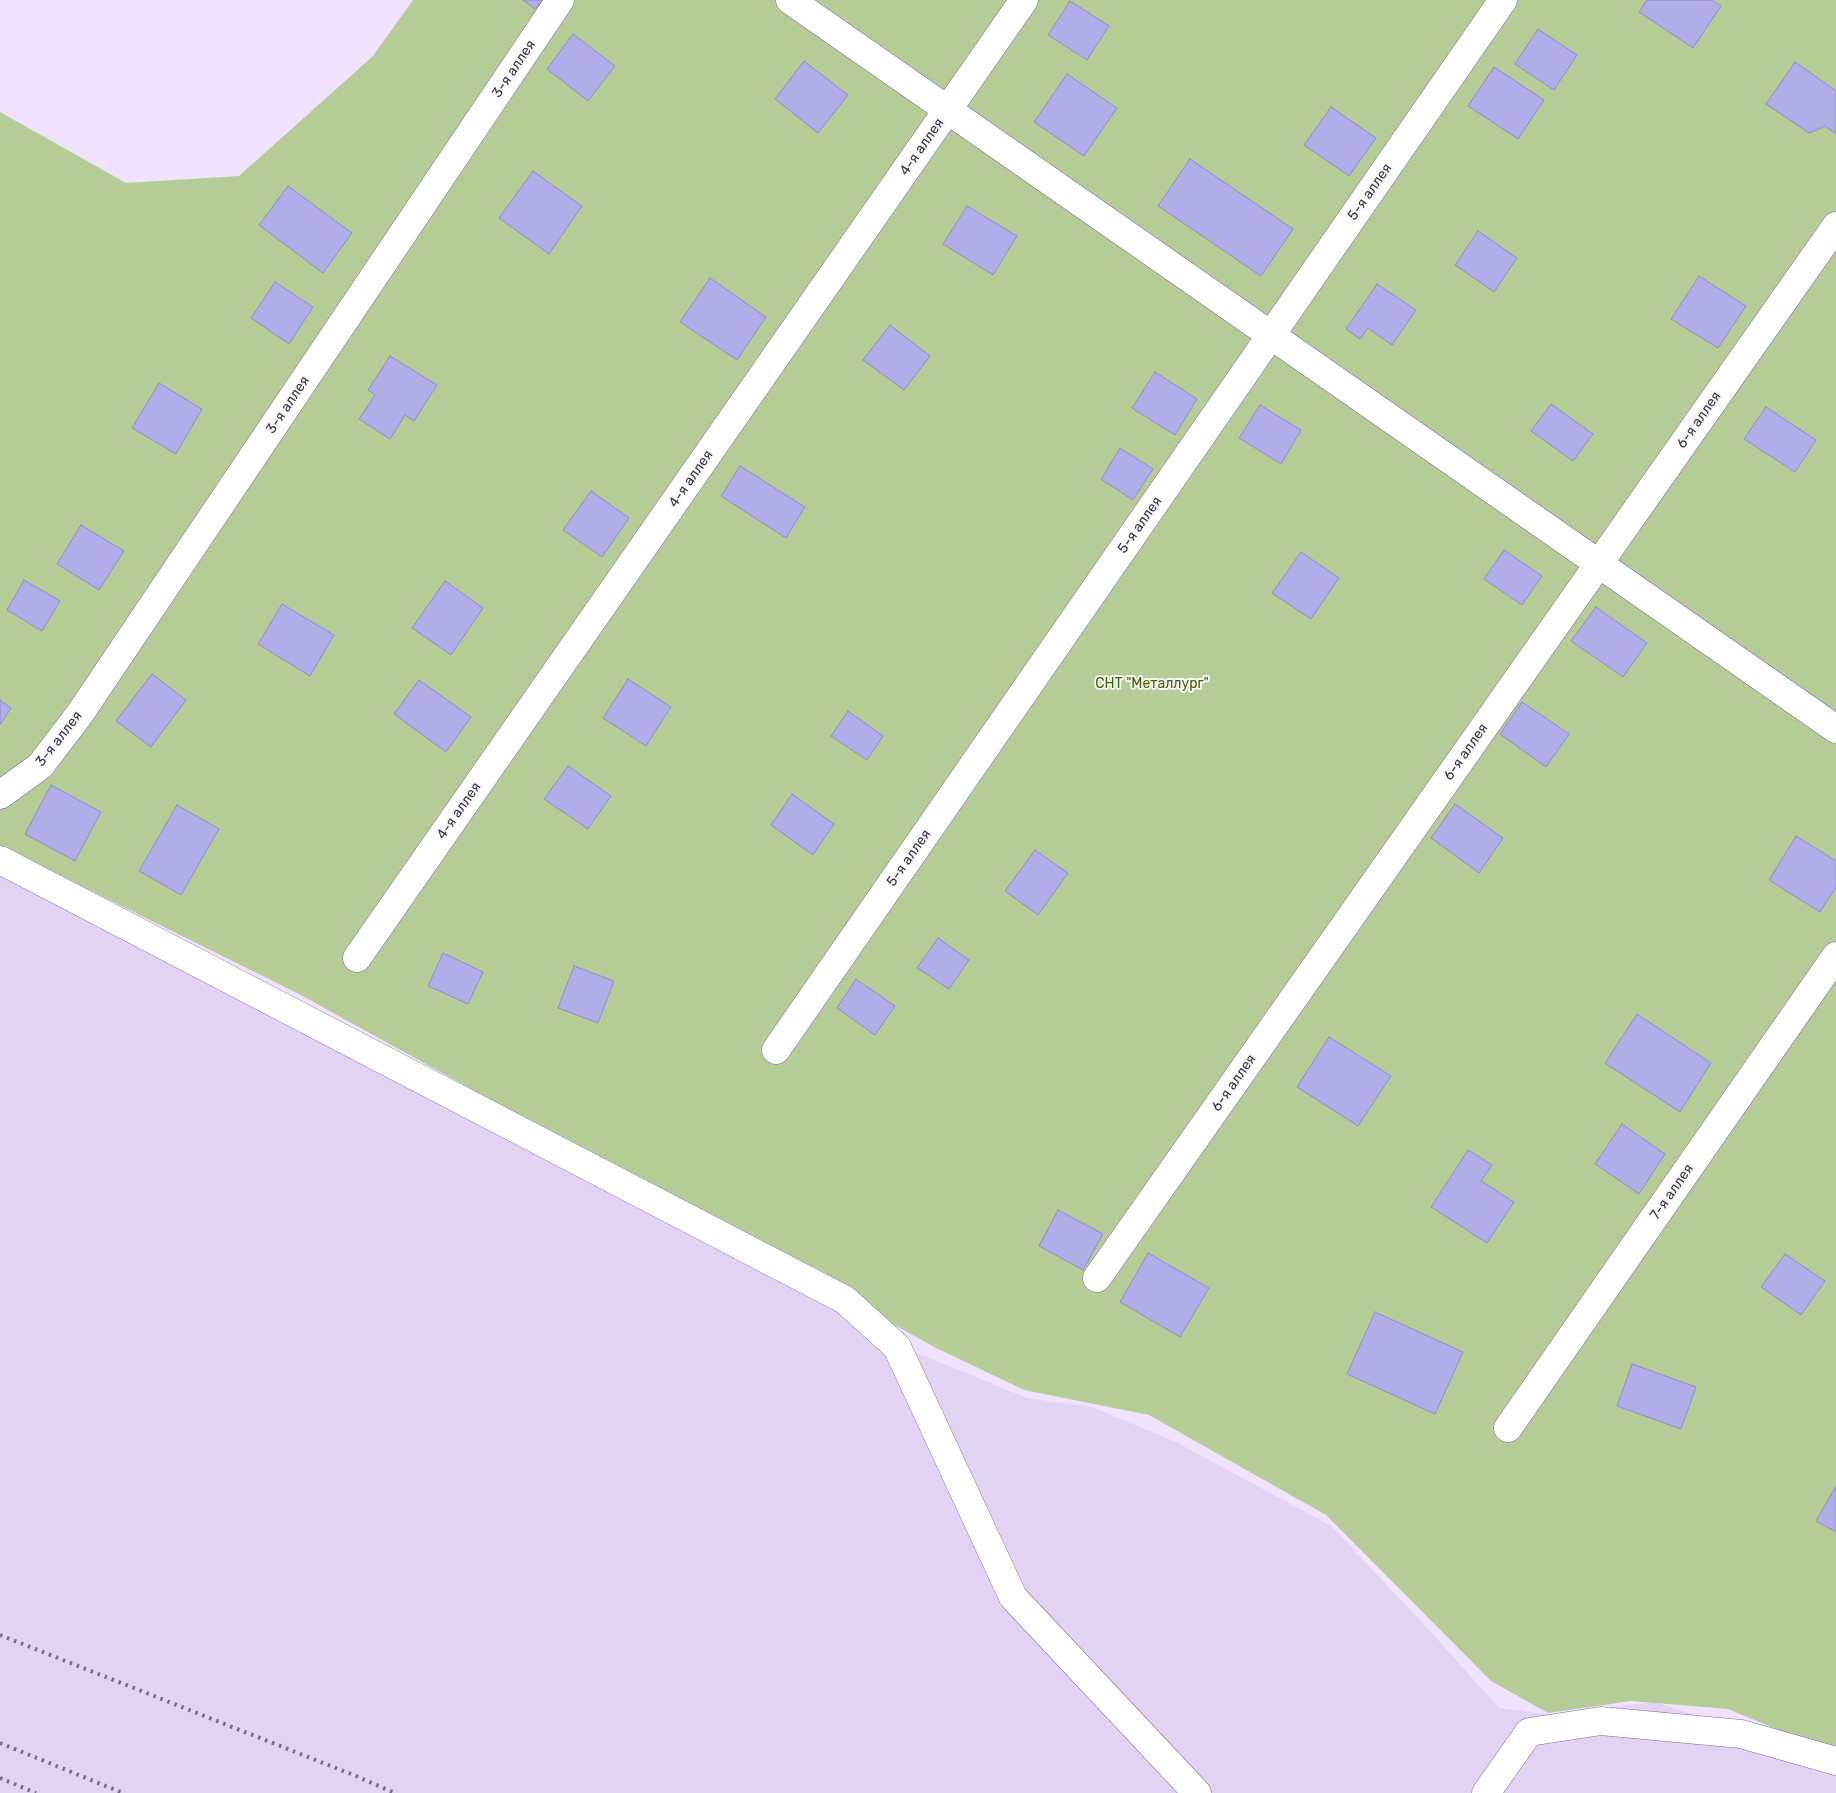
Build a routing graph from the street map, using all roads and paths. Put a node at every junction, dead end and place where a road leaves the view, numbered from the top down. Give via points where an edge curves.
1 (560, 0) edge
2 (790, 0) edge
3 (1024, 0) edge
4 (1504, 0) edge
5 (948, 110) junction
6 (1836, 226) edge
7 (1271, 336) junction
8 (1598, 564) junction
9 (1836, 729) edge
10 (0, 795) edge
11 (0, 860) edge
12 (1836, 956) edge
13 (357, 958) dead end
14 (776, 1050) dead end
15 (1097, 1278) dead end
16 (1508, 1428) dead end
17 (1836, 1761) edge
18 (1197, 1793) edge
19 (1486, 1793) edge

1 - 10 street, 3-я аллея via 79,715 40,766
2 - 5 street
3 - 5 street, 4-я аллея
4 - 7 street, 5-я аллея
5 - 7 street
5 - 13 street, 4-я аллея
6 - 8 street, 6-я аллея
7 - 8 street
7 - 14 street, 5-я аллея
8 - 9 street
8 - 15 street, 6-я аллея
11 - 18 street via 845,1300 897,1347 1013,1596
12 - 16 street, 7-я аллея
17 - 19 street via 1741,1734 1601,1721 1529,1732

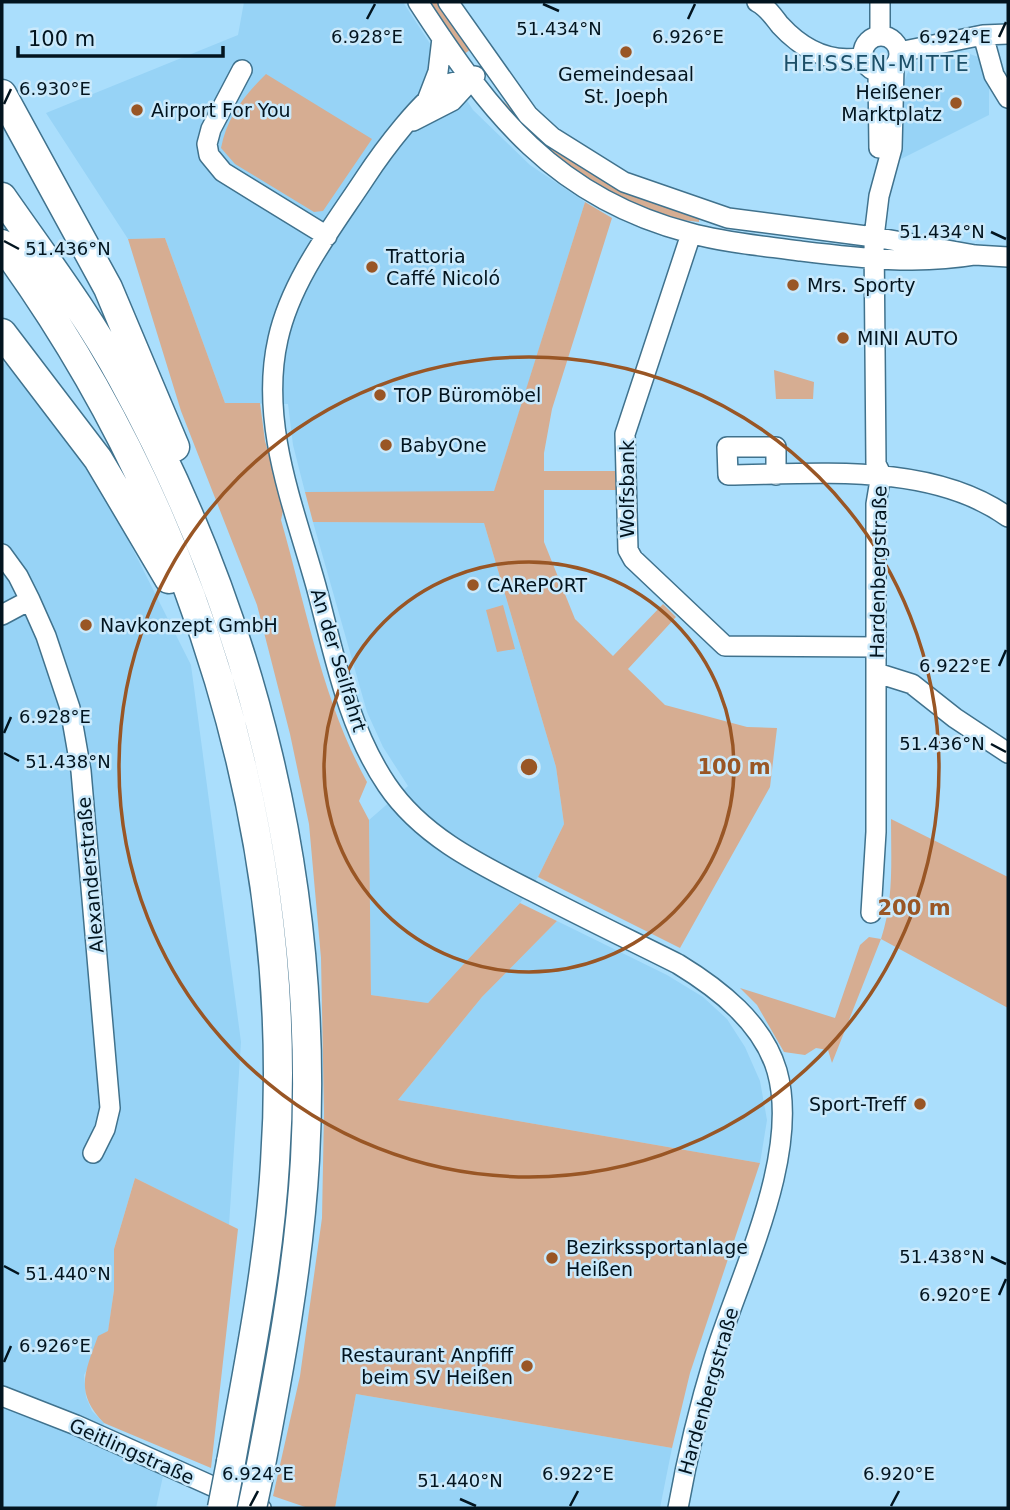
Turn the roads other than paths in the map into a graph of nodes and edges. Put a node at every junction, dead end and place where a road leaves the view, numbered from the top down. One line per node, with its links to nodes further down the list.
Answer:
1 (418, 2): 8 (street)
2 (448, 2): 11 (street)
3 (757, 2): 9 (street)
4 (880, 2): 7 (street)
5 (1008, 34): 6 (street)
6 (983, 35): 10 (street); 16 (street)
7 (880, 36): 9 (street); 10 (street)
8 (442, 38): 13 (street); 15 (street)
9 (863, 57): 10 (street)
10 (891, 63): 21 (street, Hardenbergstraße)
11 (490, 65): 13 (street, An der Seilfahrt); 21 (street)
12 (242, 70): 20 (street)
13 (470, 80): 15 (street, An der Seilfahrt); 17 (street, An der Seilfahrt); 19 (street)
14 (2, 94): 35 (highway)
15 (428, 98): 17 (street, An der Seilfahrt)
16 (1008, 98)
17 (410, 122): 20 (street, An der Seilfahrt)
18 (2, 197): 35 (highway)
19 (691, 233): 25 (street); 34 (street, Wolfsbank)
20 (327, 236): 39 (street, An der Seilfahrt)
21 (874, 237): 23 (street); 25 (street, Hardenbergstraße)
22 (2, 244): 33 (highway)
23 (975, 255): 24 (street); 25 (street)
24 (1008, 257)
25 (874, 258): 27 (street, Hardenbergstraße)
26 (2, 333): 33 (highway)
27 (881, 474): 28 (street); 29 (street); 34 (street, Hardenbergstraße)
28 (776, 475)
29 (1008, 517)
30 (2, 554): 31 (street, Alexanderstraße)
31 (30, 600): 32 (street); 40 (street, Alexanderstraße)
32 (2, 615)
33 (209, 647): 42 (highway, bridge)
34 (876, 648): 36 (street, Hardenbergstraße)
35 (243, 662): 43 (highway, bridge)
36 (877, 673): 37 (street); 38 (street, Hardenbergstraße)
37 (1008, 753)
38 (871, 914)
39 (776, 1071): 45 (street, Hardenbergstraße)
40 (93, 1153)
41 (2, 1396): 44 (street, Geitlingstraße)
42 (222, 1508)
43 (252, 1508)
44 (261, 1508)
45 (678, 1508)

→ EXERCISE INSTRUCTIONS: Look through the material above. Copy each line where the word "Hardenbergstraße" appears.

→ RESULT:
10 (891, 63): 21 (street, Hardenbergstraße)
21 (874, 237): 23 (street); 25 (street, Hardenbergstraße)
25 (874, 258): 27 (street, Hardenbergstraße)
27 (881, 474): 28 (street); 29 (street); 34 (street, Hardenbergstraße)
34 (876, 648): 36 (street, Hardenbergstraße)
36 (877, 673): 37 (street); 38 (street, Hardenbergstraße)
39 (776, 1071): 45 (street, Hardenbergstraße)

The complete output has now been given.